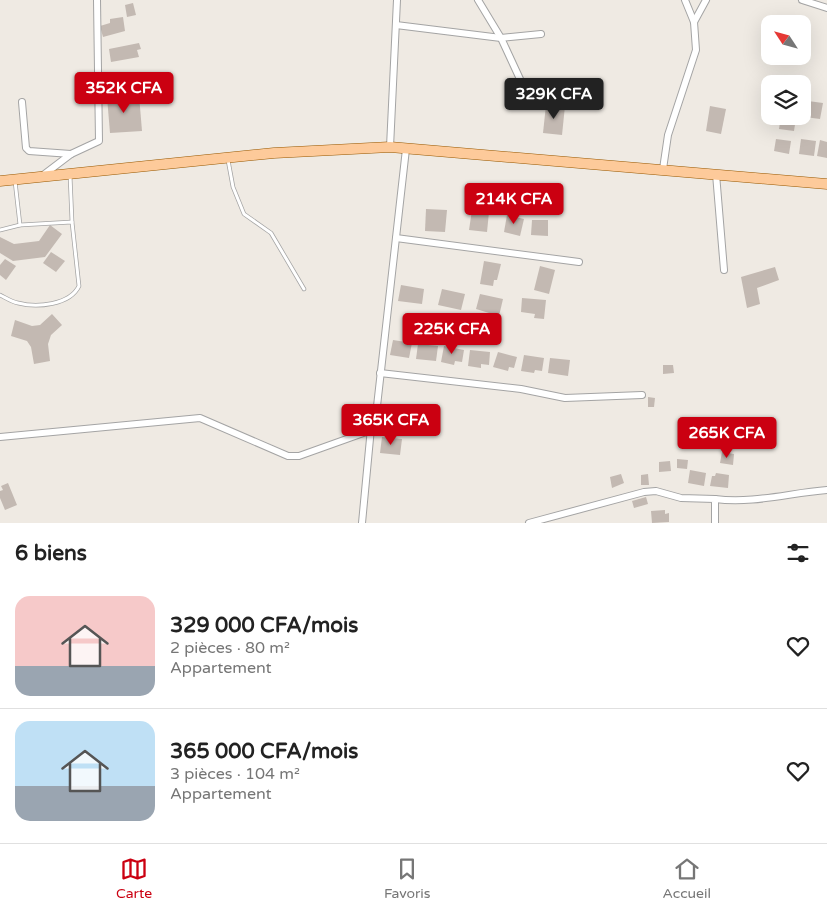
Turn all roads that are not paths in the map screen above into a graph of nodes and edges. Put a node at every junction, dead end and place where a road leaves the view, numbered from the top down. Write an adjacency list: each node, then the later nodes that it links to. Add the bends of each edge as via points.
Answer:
1 (97, 0): 16 (street, via 99,140)
2 (397, 0): 9 (street)
3 (478, 0): 11 (street)
4 (685, 0): 8 (street)
5 (706, 0): 8 (street)
6 (802, 0): 7 (street)
7 (827, 8)
8 (694, 22): 18 (street, via 696,50 668,135)
9 (396, 25): 11 (street); 14 (street)
10 (541, 34): 11 (street)
11 (501, 38): 12 (street)
12 (526, 92)
13 (22, 102): 16 (street, via 26,148 29,151)
14 (390, 148): 15 (main road); 17 (main road)
15 (406, 149): 18 (main road); 28 (street)
16 (71, 154): 21 (street)
17 (228, 157): 19 (main road); 31 (lane, via 233,187 244,214 271,233)
18 (663, 169): 20 (main road)
19 (70, 173): 21 (main road); 25 (lane)
20 (716, 174): 24 (main road); 30 (street)
21 (41, 176): 22 (main road)
22 (15, 180): 23 (main road); 26 (lane)
23 (0, 181)
24 (827, 184)
25 (72, 222): 26 (lane); 32 (lane, via 79,286 75,295 33,306 16,303)
26 (20, 225): 27 (lane)
27 (0, 230)
28 (396, 238): 29 (street); 33 (street)
29 (579, 262)
30 (724, 270)
31 (304, 289)
32 (0, 295)
33 (380, 373): 34 (street, via 521,389 565,398); 35 (street)
34 (642, 395)
35 (372, 427): 36 (street, via 355,437 299,456 288,456 200,418); 39 (street)
36 (0, 437)
37 (827, 490): 38 (street, via 770,499)
38 (715, 499): 40 (street, via 644,492); 41 (street)
39 (362, 523)
40 (529, 523)
41 (715, 523)

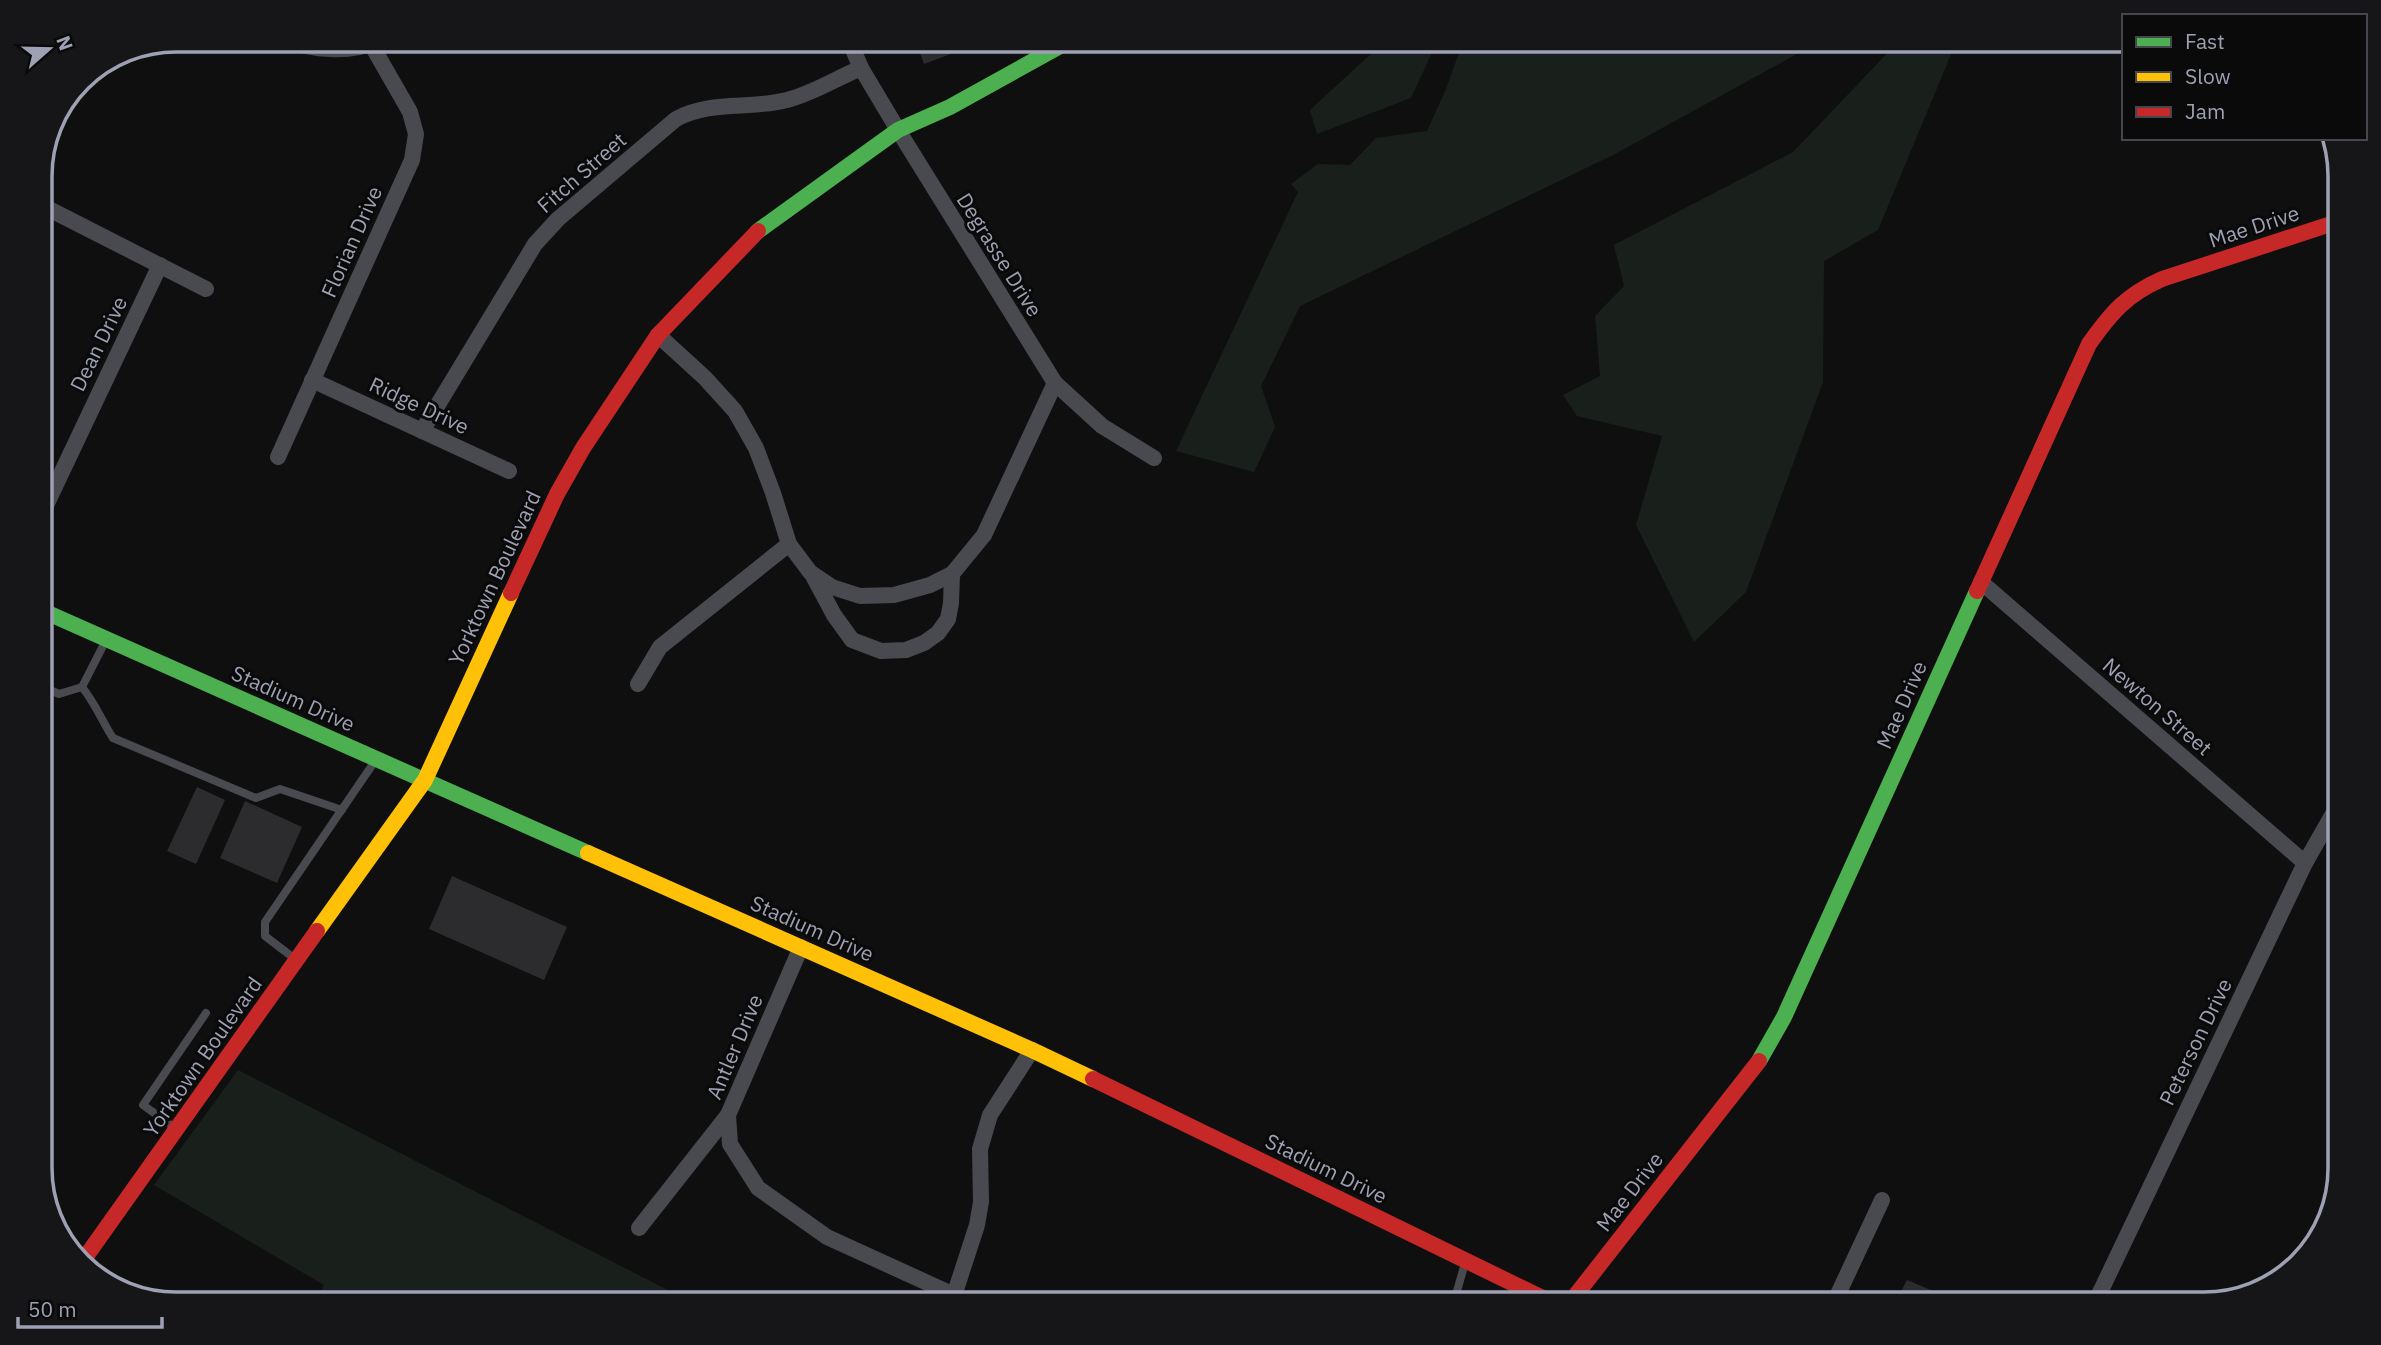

WHAT THE TASK ASKS: Transcribe all of the lines above exactly as given. The pictures stay out.

RESPONSE:
Turn all roads that are not paths in the map screen above into a graph of nodes and edges. Put a node at every junction, dead end and place where a road leaves the view, numbered from the top down. Write an adjacency list: each node, then the later nodes that it links to. Add the bends of each edge as via points.
Answer:
1 (97, 0): 16 (street, via 99,140)
2 (397, 0): 9 (street)
3 (478, 0): 11 (street)
4 (685, 0): 8 (street)
5 (706, 0): 8 (street)
6 (802, 0): 7 (street)
7 (827, 8)
8 (694, 22): 18 (street, via 696,50 668,135)
9 (396, 25): 11 (street); 14 (street)
10 (541, 34): 11 (street)
11 (501, 38): 12 (street)
12 (526, 92)
13 (22, 102): 16 (street, via 26,148 29,151)
14 (390, 148): 15 (main road); 17 (main road)
15 (406, 149): 18 (main road); 28 (street)
16 (71, 154): 21 (street)
17 (228, 157): 19 (main road); 31 (lane, via 233,187 244,214 271,233)
18 (663, 169): 20 (main road)
19 (70, 173): 21 (main road); 25 (lane)
20 (716, 174): 24 (main road); 30 (street)
21 (41, 176): 22 (main road)
22 (15, 180): 23 (main road); 26 (lane)
23 (0, 181)
24 (827, 184)
25 (72, 222): 26 (lane); 32 (lane, via 79,286 75,295 33,306 16,303)
26 (20, 225): 27 (lane)
27 (0, 230)
28 (396, 238): 29 (street); 33 (street)
29 (579, 262)
30 (724, 270)
31 (304, 289)
32 (0, 295)
33 (380, 373): 34 (street, via 521,389 565,398); 35 (street)
34 (642, 395)
35 (372, 427): 36 (street, via 355,437 299,456 288,456 200,418); 39 (street)
36 (0, 437)
37 (827, 490): 38 (street, via 770,499)
38 (715, 499): 40 (street, via 644,492); 41 (street)
39 (362, 523)
40 (529, 523)
41 (715, 523)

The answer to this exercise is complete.